Quem curtir este texto, favor compartilhar, como grito, ao que todos sentem e não dizem por se sentirem sós. Que esse grito seja pelas empresas que, ao longo desses tempos, vi fechar. Pelas fábricas do nosso setor que deixaram de produzir contas lindas e foram substituídas por máquinas que cospem milhares de contas (iguais) em segundos. Muitos fabricantes viraram revendedores. Sim, é mais fácil, neste país, ser comerciante do que fabricante; ou simplesmente por aqueles que se calam, sem voz nem vez.

A coleção foi, toda ela, pensada e feita com sentimentos colhidos desde a Revolução Industrial aos tempos modernos. Lemos de Allan Poe a Le Corbusier, textos de design do pós-guerra, vimos a apresentação Propaganda, do circo Acrobat, exposição Máquinas e Warhol TV e aula com a professora Mariana Rodrigues, que nos guiou Pelos caminhos da modernização, da modernidade e do moderno.

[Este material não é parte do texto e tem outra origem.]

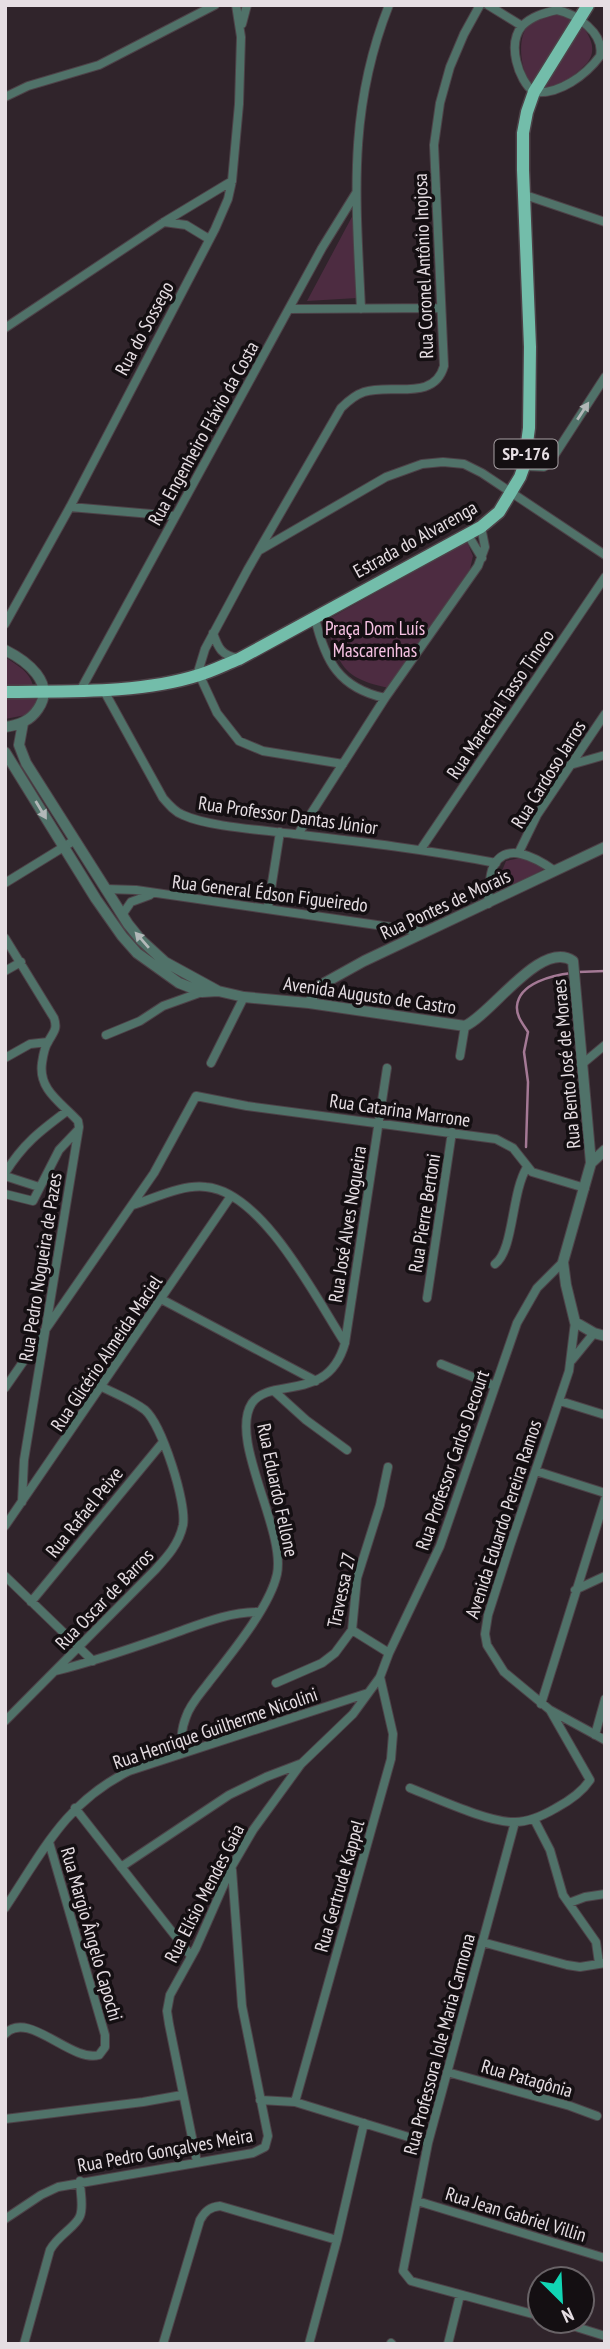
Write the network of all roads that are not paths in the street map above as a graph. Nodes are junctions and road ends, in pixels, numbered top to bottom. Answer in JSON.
{"nodes":[{"id":1,"x":215,"y":5,"type":"edge"},
{"id":2,"x":236,"y":5,"type":"edge"},
{"id":3,"x":247,"y":5,"type":"edge"},
{"id":4,"x":389,"y":5,"type":"edge"},
{"id":5,"x":480,"y":5,"type":"edge"},
{"id":6,"x":488,"y":5,"type":"edge"},
{"id":7,"x":588,"y":5,"type":"edge"},
{"id":8,"x":205,"y":8,"type":"edge"},
{"id":9,"x":580,"y":18,"type":"junction"},
{"id":10,"x":522,"y":26,"type":"junction"},
{"id":11,"x":241,"y":27,"type":"junction"},
{"id":12,"x":603,"y":50,"type":"edge"},
{"id":13,"x":534,"y":92,"type":"junction"},
{"id":14,"x":5,"y":97,"type":"edge"},
{"id":15,"x":232,"y":181,"type":"junction"},
{"id":16,"x":356,"y":193,"type":"junction"},
{"id":17,"x":525,"y":195,"type":"junction"},
{"id":18,"x":164,"y":222,"type":"junction"},
{"id":19,"x":605,"y":222,"type":"edge"},
{"id":20,"x":209,"y":239,"type":"junction"},
{"id":21,"x":441,"y":308,"type":"junction"},
{"id":22,"x":289,"y":309,"type":"junction"},
{"id":23,"x":361,"y":309,"type":"junction"},
{"id":24,"x":5,"y":328,"type":"edge"},
{"id":25,"x":605,"y":377,"type":"edge"},
{"id":26,"x":524,"y":466,"type":"junction"},
{"id":27,"x":512,"y":493,"type":"junction"},
{"id":28,"x":69,"y":507,"type":"junction"},
{"id":29,"x":174,"y":516,"type":"junction"},
{"id":30,"x":481,"y":527,"type":"junction"},
{"id":31,"x":468,"y":535,"type":"junction"},
{"id":32,"x":258,"y":552,"type":"junction"},
{"id":33,"x":605,"y":555,"type":"edge"},
{"id":34,"x":482,"y":558,"type":"junction"},
{"id":35,"x":605,"y":578,"type":"edge"},
{"id":36,"x":314,"y":618,"type":"junction"},
{"id":37,"x":5,"y":624,"type":"edge"},
{"id":38,"x":214,"y":633,"type":"junction"},
{"id":39,"x":5,"y":650,"type":"edge"},
{"id":40,"x":239,"y":659,"type":"junction"},
{"id":41,"x":199,"y":676,"type":"junction"},
{"id":42,"x":103,"y":689,"type":"junction"},
{"id":43,"x":80,"y":691,"type":"junction"},
{"id":44,"x":5,"y":692,"type":"edge"},
{"id":45,"x":45,"y":692,"type":"junction"},
{"id":46,"x":385,"y":698,"type":"junction"},
{"id":47,"x":605,"y":714,"type":"edge"},
{"id":48,"x":23,"y":723,"type":"junction"},
{"id":49,"x":5,"y":727,"type":"edge"},
{"id":50,"x":5,"y":752,"type":"edge"},
{"id":51,"x":605,"y":755,"type":"edge"},
{"id":52,"x":26,"y":763,"type":"junction"},
{"id":53,"x":342,"y":764,"type":"junction"},
{"id":54,"x":570,"y":765,"type":"junction"},
{"id":55,"x":16,"y":768,"type":"junction"},
{"id":56,"x":279,"y":832,"type":"junction"},
{"id":57,"x":298,"y":834,"type":"junction"},
{"id":58,"x":75,"y":840,"type":"junction"},
{"id":59,"x":605,"y":847,"type":"edge"},
{"id":60,"x":64,"y":848,"type":"junction"},
{"id":61,"x":421,"y":849,"type":"junction"},
{"id":62,"x":519,"y":852,"type":"junction"},
{"id":63,"x":496,"y":863,"type":"junction"},
{"id":64,"x":555,"y":871,"type":"junction"},
{"id":65,"x":5,"y":883,"type":"edge"},
{"id":66,"x":105,"y":889,"type":"junction"},
{"id":67,"x":153,"y":894,"type":"junction"},
{"id":68,"x":488,"y":904,"type":"junction"},
{"id":69,"x":268,"y":908,"type":"junction"},
{"id":70,"x":122,"y":915,"type":"junction"},
{"id":71,"x":425,"y":932,"type":"junction"},
{"id":72,"x":5,"y":938,"type":"edge"},
{"id":73,"x":20,"y":962,"type":"junction"},
{"id":74,"x":574,"y":962,"type":"joint"},
{"id":75,"x":5,"y":971,"type":"edge"},
{"id":76,"x":218,"y":991,"type":"junction"},
{"id":77,"x":202,"y":992,"type":"junction"},
{"id":78,"x":244,"y":997,"type":"junction"},
{"id":79,"x":309,"y":1003,"type":"junction"},
{"id":80,"x":465,"y":1026,"type":"junction"},
{"id":81,"x":106,"y":1035,"type":"dead end"},
{"id":82,"x":48,"y":1042,"type":"junction"},
{"id":83,"x":605,"y":1045,"type":"edge"},
{"id":84,"x":460,"y":1056,"type":"dead end"},
{"id":85,"x":5,"y":1058,"type":"edge"},
{"id":86,"x":211,"y":1063,"type":"dead end"},
{"id":87,"x":581,"y":1065,"type":"junction"},
{"id":88,"x":387,"y":1068,"type":"dead end"},
{"id":89,"x":67,"y":1111,"type":"junction"},
{"id":90,"x":379,"y":1122,"type":"junction"},
{"id":91,"x":78,"y":1126,"type":"junction"},
{"id":92,"x":452,"y":1132,"type":"junction"},
{"id":93,"x":605,"y":1150,"type":"edge"},
{"id":94,"x":591,"y":1163,"type":"junction"},
{"id":95,"x":527,"y":1167,"type":"junction"},
{"id":96,"x":5,"y":1175,"type":"edge"},
{"id":97,"x":38,"y":1187,"type":"junction"},
{"id":98,"x":585,"y":1188,"type":"junction"},
{"id":99,"x":5,"y":1194,"type":"edge"},
{"id":100,"x":231,"y":1196,"type":"junction"},
{"id":101,"x":133,"y":1205,"type":"junction"},
{"id":102,"x":563,"y":1262,"type":"junction"},
{"id":103,"x":495,"y":1264,"type":"dead end"},
{"id":104,"x":427,"y":1298,"type":"dead end"},
{"id":105,"x":161,"y":1299,"type":"junction"},
{"id":106,"x":575,"y":1322,"type":"junction"},
{"id":107,"x":46,"y":1329,"type":"junction"},
{"id":108,"x":600,"y":1335,"type":"edge"},
{"id":109,"x":345,"y":1343,"type":"junction"},
{"id":110,"x":572,"y":1360,"type":"junction"},
{"id":111,"x":441,"y":1364,"type":"dead end"},
{"id":112,"x":316,"y":1381,"type":"junction"},
{"id":113,"x":495,"y":1386,"type":"junction"},
{"id":114,"x":102,"y":1387,"type":"junction"},
{"id":115,"x":5,"y":1388,"type":"edge"},
{"id":116,"x":274,"y":1391,"type":"junction"},
{"id":117,"x":560,"y":1401,"type":"junction"},
{"id":118,"x":605,"y":1415,"type":"edge"},
{"id":119,"x":163,"y":1442,"type":"junction"},
{"id":120,"x":347,"y":1450,"type":"dead end"},
{"id":121,"x":388,"y":1466,"type":"dead end"},
{"id":122,"x":536,"y":1471,"type":"junction"},
{"id":123,"x":605,"y":1493,"type":"edge"},
{"id":124,"x":605,"y":1499,"type":"edge"},
{"id":125,"x":22,"y":1502,"type":"junction"},
{"id":126,"x":5,"y":1526,"type":"edge"},
{"id":127,"x":5,"y":1576,"type":"edge"},
{"id":128,"x":605,"y":1576,"type":"edge"},
{"id":129,"x":575,"y":1590,"type":"junction"},
{"id":130,"x":32,"y":1602,"type":"junction"},
{"id":131,"x":259,"y":1612,"type":"junction"},
{"id":132,"x":352,"y":1630,"type":"junction"},
{"id":133,"x":79,"y":1647,"type":"junction"},
{"id":134,"x":389,"y":1653,"type":"junction"},
{"id":135,"x":93,"y":1661,"type":"junction"},
{"id":136,"x":55,"y":1671,"type":"junction"},
{"id":137,"x":380,"y":1677,"type":"junction"},
{"id":138,"x":276,"y":1683,"type":"dead end"},
{"id":139,"x":368,"y":1693,"type":"junction"},
{"id":140,"x":605,"y":1699,"type":"edge"},
{"id":141,"x":541,"y":1704,"type":"junction"},
{"id":142,"x":550,"y":1710,"type":"junction"},
{"id":143,"x":5,"y":1721,"type":"edge"},
{"id":144,"x":595,"y":1735,"type":"junction"},
{"id":145,"x":605,"y":1740,"type":"edge"},
{"id":146,"x":181,"y":1755,"type":"junction"},
{"id":147,"x":301,"y":1764,"type":"junction"},
{"id":148,"x":410,"y":1788,"type":"dead end"},
{"id":149,"x":75,"y":1808,"type":"junction"},
{"id":150,"x":534,"y":1819,"type":"junction"},
{"id":151,"x":515,"y":1822,"type":"junction"},
{"id":152,"x":49,"y":1842,"type":"junction"},
{"id":153,"x":232,"y":1866,"type":"junction"},
{"id":154,"x":121,"y":1867,"type":"junction"},
{"id":155,"x":605,"y":1895,"type":"edge"},
{"id":156,"x":569,"y":1903,"type":"junction"},
{"id":157,"x":5,"y":1908,"type":"edge"},
{"id":158,"x":482,"y":1942,"type":"junction"},
{"id":159,"x":191,"y":1956,"type":"junction"},
{"id":160,"x":602,"y":1963,"type":"edge"},
{"id":161,"x":5,"y":2034,"type":"edge"},
{"id":162,"x":447,"y":2073,"type":"junction"},
{"id":163,"x":182,"y":2095,"type":"junction"},
{"id":164,"x":260,"y":2100,"type":"junction"},
{"id":165,"x":295,"y":2102,"type":"junction"},
{"id":166,"x":597,"y":2116,"type":"dead end"},
{"id":167,"x":5,"y":2119,"type":"edge"},
{"id":168,"x":364,"y":2123,"type":"junction"},
{"id":169,"x":428,"y":2143,"type":"junction"},
{"id":170,"x":197,"y":2162,"type":"junction"},
{"id":171,"x":80,"y":2181,"type":"junction"},
{"id":172,"x":417,"y":2201,"type":"junction"},
{"id":173,"x":5,"y":2219,"type":"edge"},
{"id":174,"x":337,"y":2240,"type":"junction"},
{"id":175,"x":605,"y":2258,"type":"edge"},
{"id":176,"x":460,"y":2295,"type":"junction"},
{"id":177,"x":526,"y":2312,"type":"edge"},
{"id":178,"x":24,"y":2344,"type":"edge"},
{"id":179,"x":163,"y":2344,"type":"edge"},
{"id":180,"x":309,"y":2344,"type":"edge"},
{"id":181,"x":448,"y":2344,"type":"edge"}],
"edges":[{"from":1,"to":8,"type":"street"},
{"from":2,"to":11,"type":"street","name":"Rua do Sossego"},
{"from":3,"to":11,"type":"street","name":"Rua do Sossego"},
{"from":4,"to":16,"type":"street"},
{"from":5,"to":21,"type":"street","name":"Rua Coronel Antônio Inojosa"},
{"from":6,"to":10,"type":"street"},
{"from":7,"to":9,"type":"main road","name":"Estrada do Alvarenga","number":"SP-176"},
{"from":8,"to":14,"type":"street"},
{"from":9,"to":10,"type":"street"},
{"from":9,"to":12,"type":"street"},
{"from":9,"to":13,"type":"main road","name":"Estrada do Alvarenga","number":"SP-176"},
{"from":10,"to":13,"type":"street"},
{"from":11,"to":15,"type":"street","name":"Rua do Sossego"},
{"from":12,"to":13,"type":"street"},
{"from":13,"to":17,"type":"main road","name":"Estrada do Alvarenga","number":"SP-176"},
{"from":15,"to":18,"type":"street"},
{"from":15,"to":20,"type":"street","name":"Rua do Sossego"},
{"from":16,"to":22,"type":"street","name":"Rua Engenheiro Flávio da Costa"},
{"from":16,"to":23,"type":"street"},
{"from":17,"to":19,"type":"street"},
{"from":17,"to":26,"type":"main road","name":"Estrada do Alvarenga","number":"SP-176"},
{"from":18,"to":20,"type":"street"},
{"from":18,"to":24,"type":"street"},
{"from":20,"to":28,"type":"street","name":"Rua do Sossego"},
{"from":21,"to":23,"type":"street"},
{"from":21,"to":32,"type":"street","name":"Rua Coronel Antônio Inojosa"},
{"from":22,"to":23,"type":"street"},
{"from":22,"to":29,"type":"street","name":"Rua Engenheiro Flávio da Costa"},
{"from":26,"to":25,"type":"street","one_way":true},
{"from":26,"to":27,"type":"main road","name":"Estrada do Alvarenga","number":"SP-176"},
{"from":27,"to":30,"type":"main road","name":"Estrada do Alvarenga","number":"SP-176"},
{"from":27,"to":32,"type":"street"},
{"from":27,"to":33,"type":"street"},
{"from":28,"to":29,"type":"street"},
{"from":28,"to":37,"type":"street","name":"Rua do Sossego"},
{"from":29,"to":43,"type":"street","name":"Rua Engenheiro Flávio da Costa"},
{"from":30,"to":31,"type":"main road","name":"Estrada do Alvarenga","number":"SP-176"},
{"from":30,"to":34,"type":"street"},
{"from":31,"to":34,"type":"street"},
{"from":31,"to":36,"type":"main road","name":"Estrada do Alvarenga","number":"SP-176"},
{"from":32,"to":38,"type":"street","name":"Rua Coronel Antônio Inojosa"},
{"from":34,"to":46,"type":"street"},
{"from":35,"to":61,"type":"street","name":"Rua Marechal Tasso Tinoco"},
{"from":36,"to":40,"type":"main road","name":"Estrada do Alvarenga","number":"SP-176"},
{"from":36,"to":46,"type":"street"},
{"from":38,"to":40,"type":"street"},
{"from":38,"to":41,"type":"street","name":"Rua Coronel Antônio Inojosa"},
{"from":39,"to":45,"type":"street"},
{"from":40,"to":41,"type":"main road","name":"Estrada do Alvarenga","number":"SP-176"},
{"from":41,"to":42,"type":"main road","name":"Estrada do Alvarenga","number":"SP-176"},
{"from":41,"to":53,"type":"street"},
{"from":42,"to":43,"type":"main road","name":"Estrada do Alvarenga","number":"SP-176"},
{"from":42,"to":56,"type":"street","name":"Rua Professor Dantas Júnior"},
{"from":43,"to":45,"type":"main road","name":"Estrada do Alvarenga","number":"SP-176"},
{"from":44,"to":45,"type":"main road","name":"Estrada do Alvarenga","number":"SP-176"},
{"from":45,"to":48,"type":"street"},
{"from":46,"to":53,"type":"street"},
{"from":47,"to":54,"type":"street","name":"Rua Cardoso Jarros"},
{"from":48,"to":49,"type":"street"},
{"from":48,"to":52,"type":"street","name":"Avenida Augusto de Castro"},
{"from":50,"to":55,"type":"street","name":"Avenida Augusto de Castro"},
{"from":51,"to":54,"type":"street"},
{"from":52,"to":55,"type":"street"},
{"from":52,"to":58,"type":"street","name":"Avenida Augusto de Castro"},
{"from":53,"to":57,"type":"street"},
{"from":54,"to":62,"type":"street","name":"Rua Cardoso Jarros"},
{"from":55,"to":60,"type":"street","name":"Avenida Augusto de Castro","one_way":true},
{"from":56,"to":57,"type":"street","name":"Rua Professor Dantas Júnior"},
{"from":56,"to":69,"type":"street"},
{"from":57,"to":61,"type":"street","name":"Rua Professor Dantas Júnior"},
{"from":58,"to":60,"type":"street"},
{"from":58,"to":66,"type":"street","name":"Avenida Augusto de Castro"},
{"from":59,"to":64,"type":"street","name":"Rua Pontes de Morais"},
{"from":60,"to":65,"type":"street"},
{"from":60,"to":77,"type":"street","name":"Avenida Augusto de Castro"},
{"from":61,"to":63,"type":"street","name":"Rua Professor Dantas Júnior"},
{"from":62,"to":63,"type":"street"},
{"from":62,"to":64,"type":"street"},
{"from":63,"to":68,"type":"street"},
{"from":64,"to":68,"type":"street","name":"Rua Pontes de Morais"},
{"from":66,"to":67,"type":"street","name":"Rua General Édson Figueiredo"},
{"from":66,"to":70,"type":"street","name":"Avenida Augusto de Castro"},
{"from":67,"to":69,"type":"street","name":"Rua General Édson Figueiredo"},
{"from":67,"to":70,"type":"street","name":"Rua General Édson Figueiredo"},
{"from":68,"to":71,"type":"street","name":"Rua Pontes de Morais"},
{"from":69,"to":71,"type":"street","name":"Rua General Édson Figueiredo"},
{"from":76,"to":70,"type":"street","name":"Avenida Augusto de Castro","one_way":true},
{"from":71,"to":79,"type":"street","name":"Rua Pontes de Morais"},
{"from":72,"to":73,"type":"street"},
{"from":73,"to":75,"type":"street"},
{"from":73,"to":82,"type":"street"},
{"from":74,"to":80,"type":"street","name":"Avenida Augusto de Castro"},
{"from":74,"to":87,"type":"street","name":"Rua Bento José de Moraes"},
{"from":76,"to":77,"type":"street","name":"Avenida Augusto de Castro"},
{"from":76,"to":78,"type":"street","name":"Avenida Augusto de Castro"},
{"from":77,"to":81,"type":"street"},
{"from":78,"to":79,"type":"street","name":"Avenida Augusto de Castro"},
{"from":78,"to":86,"type":"street"},
{"from":79,"to":80,"type":"street","name":"Avenida Augusto de Castro"},
{"from":80,"to":84,"type":"street"},
{"from":82,"to":85,"type":"street"},
{"from":82,"to":89,"type":"street"},
{"from":83,"to":87,"type":"street"},
{"from":87,"to":94,"type":"street","name":"Rua Bento José de Moraes"},
{"from":88,"to":90,"type":"street","name":"Rua José Alves Nogueira"},
{"from":89,"to":91,"type":"street"},
{"from":89,"to":96,"type":"street"},
{"from":90,"to":92,"type":"street","name":"Rua Catarina Marrone"},
{"from":90,"to":101,"type":"street","name":"Rua Catarina Marrone"},
{"from":90,"to":109,"type":"street","name":"Rua José Alves Nogueira"},
{"from":91,"to":97,"type":"street"},
{"from":91,"to":107,"type":"street","name":"Rua Pedro Nogueira de Pazes"},
{"from":92,"to":95,"type":"street","name":"Rua Catarina Marrone"},
{"from":92,"to":104,"type":"street","name":"Rua Pierre Bertoni"},
{"from":93,"to":94,"type":"street"},
{"from":94,"to":98,"type":"street","name":"Avenida Eduardo Pereira Ramos"},
{"from":95,"to":98,"type":"street","name":"Rua Catarina Marrone"},
{"from":95,"to":103,"type":"street"},
{"from":96,"to":97,"type":"street"},
{"from":97,"to":99,"type":"street"},
{"from":98,"to":102,"type":"street","name":"Avenida Eduardo Pereira Ramos"},
{"from":100,"to":101,"type":"street"},
{"from":100,"to":105,"type":"street","name":"Rua Glicério Almeida Maciel"},
{"from":100,"to":109,"type":"street"},
{"from":101,"to":107,"type":"street"},
{"from":102,"to":106,"type":"street","name":"Avenida Eduardo Pereira Ramos"},
{"from":102,"to":113,"type":"street","name":"Rua Professor Carlos Decourt"},
{"from":105,"to":112,"type":"street"},
{"from":105,"to":114,"type":"street","name":"Rua Glicério Almeida Maciel"},
{"from":106,"to":108,"type":"street","name":"Avenida Eduardo Pereira Ramos"},
{"from":106,"to":110,"type":"street","name":"Avenida Eduardo Pereira Ramos"},
{"from":107,"to":115,"type":"street"},
{"from":107,"to":125,"type":"street","name":"Rua Pedro Nogueira de Pazes"},
{"from":108,"to":110,"type":"street","name":"Avenida Eduardo Pereira Ramos"},
{"from":109,"to":112,"type":"street"},
{"from":110,"to":117,"type":"street","name":"Avenida Eduardo Pereira Ramos"},
{"from":111,"to":113,"type":"street"},
{"from":112,"to":116,"type":"street","name":"Rua Eduardo Fellone"},
{"from":113,"to":134,"type":"street","name":"Rua Professor Carlos Decourt"},
{"from":114,"to":119,"type":"street","name":"Rua Oscar de Barros"},
{"from":114,"to":125,"type":"street","name":"Rua Glicério Almeida Maciel"},
{"from":116,"to":120,"type":"street"},
{"from":116,"to":131,"type":"street","name":"Rua Eduardo Fellone"},
{"from":117,"to":118,"type":"street"},
{"from":117,"to":122,"type":"street","name":"Avenida Eduardo Pereira Ramos"},
{"from":119,"to":130,"type":"street","name":"Rua Rafael Peixe"},
{"from":119,"to":133,"type":"street","name":"Rua Oscar de Barros"},
{"from":121,"to":132,"type":"street","name":"Travessa 27"},
{"from":122,"to":123,"type":"street"},
{"from":122,"to":141,"type":"street","name":"Avenida Eduardo Pereira Ramos"},
{"from":124,"to":129,"type":"street"},
{"from":125,"to":126,"type":"street","name":"Rua Glicério Almeida Maciel"},
{"from":127,"to":130,"type":"street"},
{"from":128,"to":129,"type":"street"},
{"from":129,"to":141,"type":"street"},
{"from":130,"to":133,"type":"street"},
{"from":131,"to":135,"type":"street"},
{"from":131,"to":146,"type":"street","name":"Rua Eduardo Fellone"},
{"from":132,"to":134,"type":"street"},
{"from":132,"to":138,"type":"street","name":"Travessa 27"},
{"from":133,"to":135,"type":"street"},
{"from":133,"to":136,"type":"street","name":"Rua Oscar de Barros"},
{"from":134,"to":137,"type":"street","name":"Rua Professor Carlos Decourt"},
{"from":135,"to":136,"type":"street"},
{"from":136,"to":143,"type":"street","name":"Rua Oscar de Barros"},
{"from":137,"to":139,"type":"street","name":"Rua Elísio Mendes Gaia"},
{"from":137,"to":165,"type":"street","name":"Rua Gertrude Kappel"},
{"from":139,"to":146,"type":"street","name":"Rua Henrique Guilherme Nicolini"},
{"from":139,"to":147,"type":"street","name":"Rua Elísio Mendes Gaia"},
{"from":140,"to":144,"type":"street"},
{"from":141,"to":142,"type":"street","name":"Avenida Eduardo Pereira Ramos"},
{"from":142,"to":144,"type":"street"},
{"from":142,"to":150,"type":"street","name":"Avenida Eduardo Pereira Ramos"},
{"from":144,"to":145,"type":"street"},
{"from":146,"to":149,"type":"street","name":"Rua Henrique Guilherme Nicolini"},
{"from":147,"to":153,"type":"street","name":"Rua Elísio Mendes Gaia"},
{"from":147,"to":154,"type":"street"},
{"from":148,"to":151,"type":"street"},
{"from":149,"to":152,"type":"street","name":"Rua Henrique Guilherme Nicolini"},
{"from":149,"to":154,"type":"street"},
{"from":150,"to":151,"type":"street"},
{"from":150,"to":156,"type":"street"},
{"from":151,"to":158,"type":"street","name":"Rua Professora Iole Maria Carmona"},
{"from":152,"to":157,"type":"street","name":"Rua Henrique Guilherme Nicolini"},
{"from":152,"to":161,"type":"street","name":"Rua Margio Ângelo Capochi"},
{"from":153,"to":159,"type":"street","name":"Rua Elísio Mendes Gaia"},
{"from":153,"to":164,"type":"street","name":"Rua Pedro Gonçalves Meira"},
{"from":154,"to":159,"type":"street"},
{"from":155,"to":156,"type":"street"},
{"from":156,"to":160,"type":"street"},
{"from":158,"to":160,"type":"street"},
{"from":158,"to":162,"type":"street","name":"Rua Professora Iole Maria Carmona"},
{"from":159,"to":163,"type":"street","name":"Rua Elísio Mendes Gaia"},
{"from":162,"to":166,"type":"street","name":"Rua Patagônia"},
{"from":162,"to":169,"type":"street","name":"Rua Professora Iole Maria Carmona"},
{"from":163,"to":167,"type":"street"},
{"from":163,"to":170,"type":"street","name":"Rua Elísio Mendes Gaia"},
{"from":164,"to":165,"type":"street"},
{"from":164,"to":170,"type":"street","name":"Rua Pedro Gonçalves Meira"},
{"from":165,"to":168,"type":"street"},
{"from":168,"to":169,"type":"street"},
{"from":168,"to":174,"type":"street"},
{"from":169,"to":172,"type":"street","name":"Rua Professora Iole Maria Carmona"},
{"from":170,"to":171,"type":"street","name":"Rua Pedro Gonçalves Meira"},
{"from":171,"to":173,"type":"street","name":"Rua Pedro Gonçalves Meira"},
{"from":171,"to":178,"type":"street"},
{"from":172,"to":175,"type":"street","name":"Rua Jean Gabriel Villin"},
{"from":172,"to":176,"type":"street","name":"Rua Professora Iole Maria Carmona"},
{"from":174,"to":179,"type":"street"},
{"from":174,"to":180,"type":"street"},
{"from":176,"to":177,"type":"street"},
{"from":176,"to":181,"type":"street"}]}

Este Manifesto ao Apreço, apreço ao homem, aos sentimentos, ao trabalho, ao suor, ao saborear, ao aconchego, ao valor das pequenas coisas, à criatividade, à pesquisa, ao entender, ao compreender, ao ajudar e à dádiva, espera um debate do setor para mudar calendários e tudo o que nos aflige, espera por mudanças governamentais que nos incentivem a continuar criando e acreditando no que fazemos.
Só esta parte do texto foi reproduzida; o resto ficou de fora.